Stored items:
■ ■ ■ ■ ■ ■ ■

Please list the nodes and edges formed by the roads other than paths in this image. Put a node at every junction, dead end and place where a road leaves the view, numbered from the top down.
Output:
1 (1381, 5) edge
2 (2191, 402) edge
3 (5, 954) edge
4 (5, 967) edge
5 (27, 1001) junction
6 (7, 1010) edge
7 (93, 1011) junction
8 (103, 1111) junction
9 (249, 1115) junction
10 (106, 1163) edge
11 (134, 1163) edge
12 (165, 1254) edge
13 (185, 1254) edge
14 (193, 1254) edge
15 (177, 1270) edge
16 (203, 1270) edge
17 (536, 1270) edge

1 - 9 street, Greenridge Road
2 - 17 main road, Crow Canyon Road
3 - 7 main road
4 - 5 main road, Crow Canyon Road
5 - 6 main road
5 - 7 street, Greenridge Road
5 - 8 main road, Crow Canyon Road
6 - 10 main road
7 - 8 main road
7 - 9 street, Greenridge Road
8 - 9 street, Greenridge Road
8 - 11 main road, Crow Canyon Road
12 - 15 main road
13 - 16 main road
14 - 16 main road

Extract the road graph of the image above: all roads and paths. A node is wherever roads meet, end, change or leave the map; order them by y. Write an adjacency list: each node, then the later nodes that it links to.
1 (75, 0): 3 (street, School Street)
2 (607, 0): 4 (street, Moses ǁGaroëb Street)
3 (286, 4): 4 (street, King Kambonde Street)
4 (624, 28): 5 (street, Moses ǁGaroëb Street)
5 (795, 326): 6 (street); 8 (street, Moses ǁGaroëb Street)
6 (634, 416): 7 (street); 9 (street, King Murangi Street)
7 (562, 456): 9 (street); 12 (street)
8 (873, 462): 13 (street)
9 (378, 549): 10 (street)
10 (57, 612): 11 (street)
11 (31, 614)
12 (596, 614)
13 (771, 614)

■ ■ ■ ■ ■ ■ ■

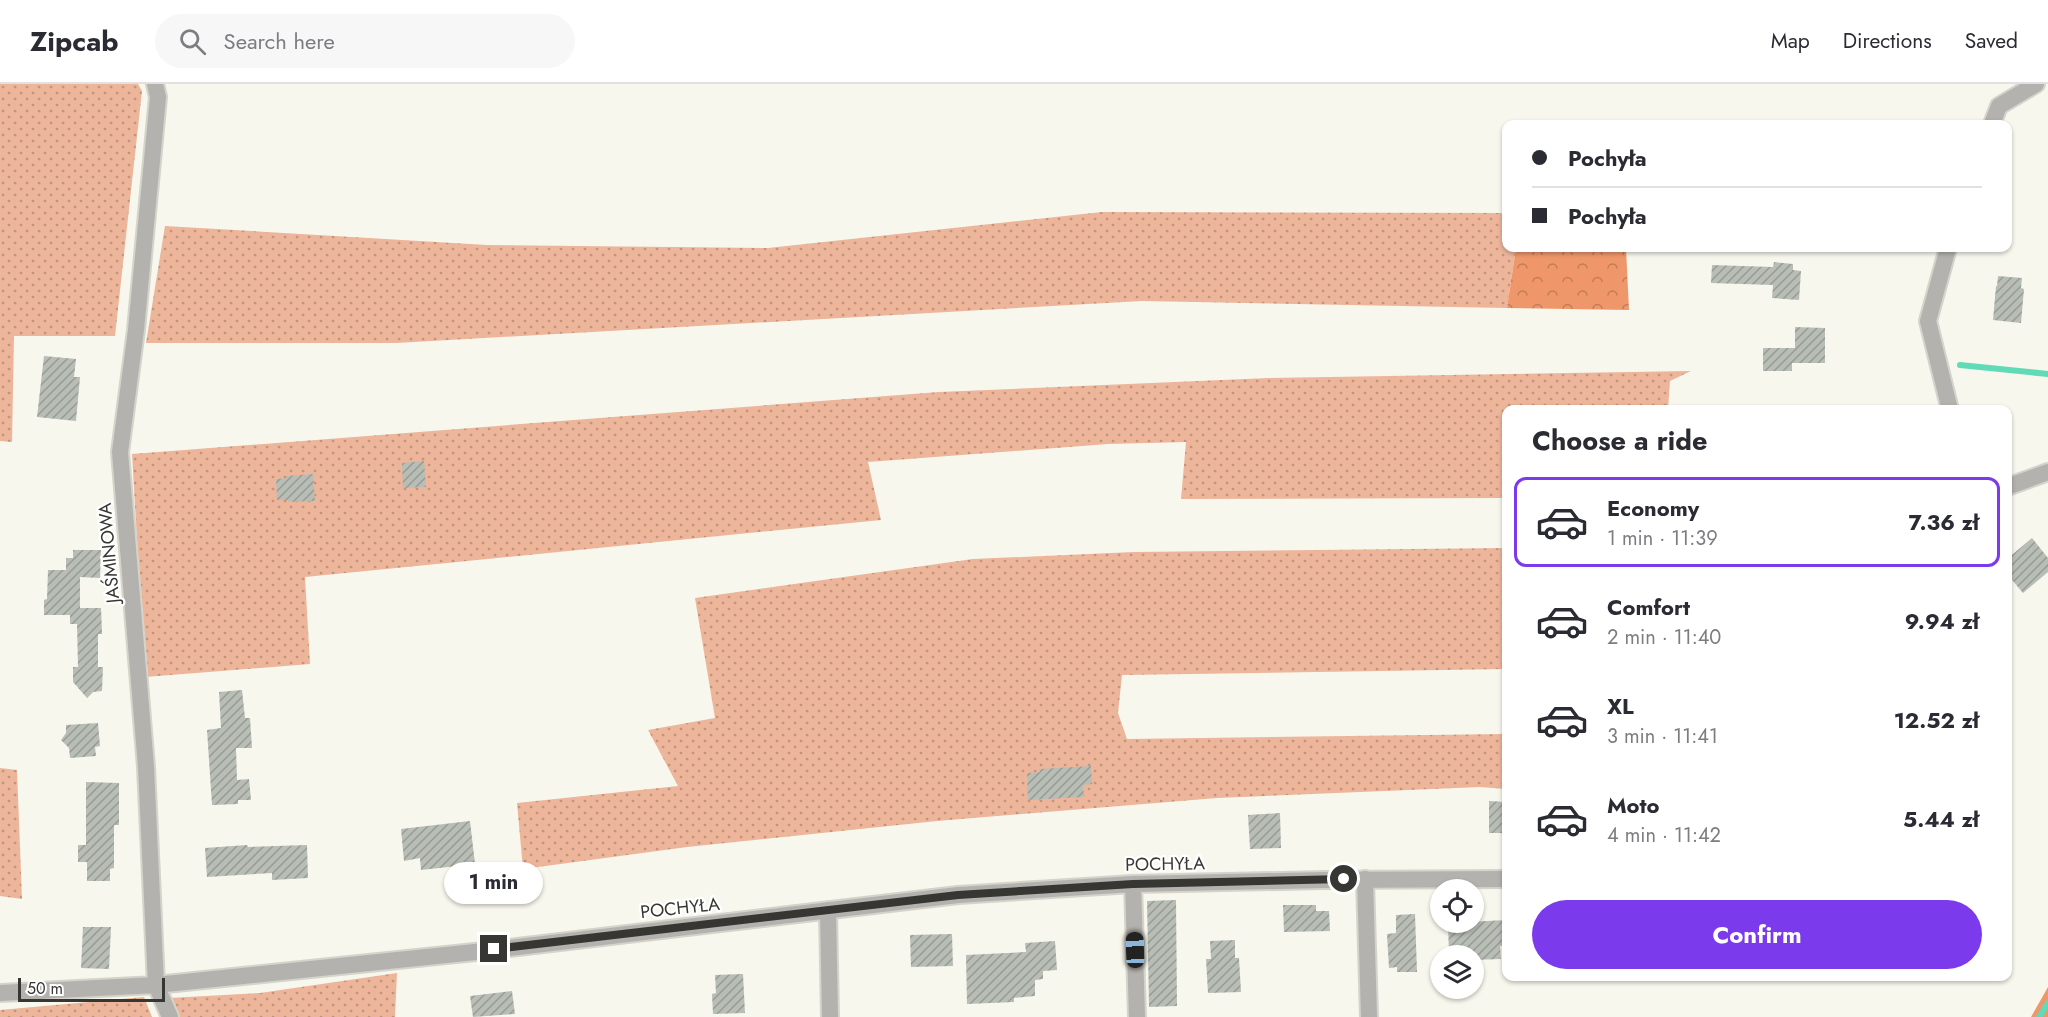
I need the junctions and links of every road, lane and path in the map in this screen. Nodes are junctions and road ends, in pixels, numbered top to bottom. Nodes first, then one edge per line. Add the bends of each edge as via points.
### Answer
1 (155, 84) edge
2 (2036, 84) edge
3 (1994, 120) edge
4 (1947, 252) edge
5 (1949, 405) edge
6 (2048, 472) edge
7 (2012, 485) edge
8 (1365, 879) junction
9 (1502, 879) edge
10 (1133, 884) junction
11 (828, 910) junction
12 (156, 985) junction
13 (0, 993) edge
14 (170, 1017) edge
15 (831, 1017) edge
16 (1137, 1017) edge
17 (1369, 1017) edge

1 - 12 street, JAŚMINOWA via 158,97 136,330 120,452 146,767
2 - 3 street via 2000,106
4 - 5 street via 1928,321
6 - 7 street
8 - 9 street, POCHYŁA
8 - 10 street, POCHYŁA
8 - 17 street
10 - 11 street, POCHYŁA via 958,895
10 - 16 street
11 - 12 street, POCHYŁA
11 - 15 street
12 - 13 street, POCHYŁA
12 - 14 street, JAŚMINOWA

■ ■ ■ ■ ■ ■ ■

- _Description of the task_
Each line above that has the word "every" should be copied.

- _Output for this task_
Please list the nodes and edges formed by the roads other than paths in this image. Put a node at every junction, dead end and place where a road leaves the view, numbered from the top down.
I need the junctions and links of every road, lane and path in the map in this screen. Nodes are junctions and road ends, in pixels, numbered top to bottom. Nodes first, then one edge per line. Add the bends of each edge as via points.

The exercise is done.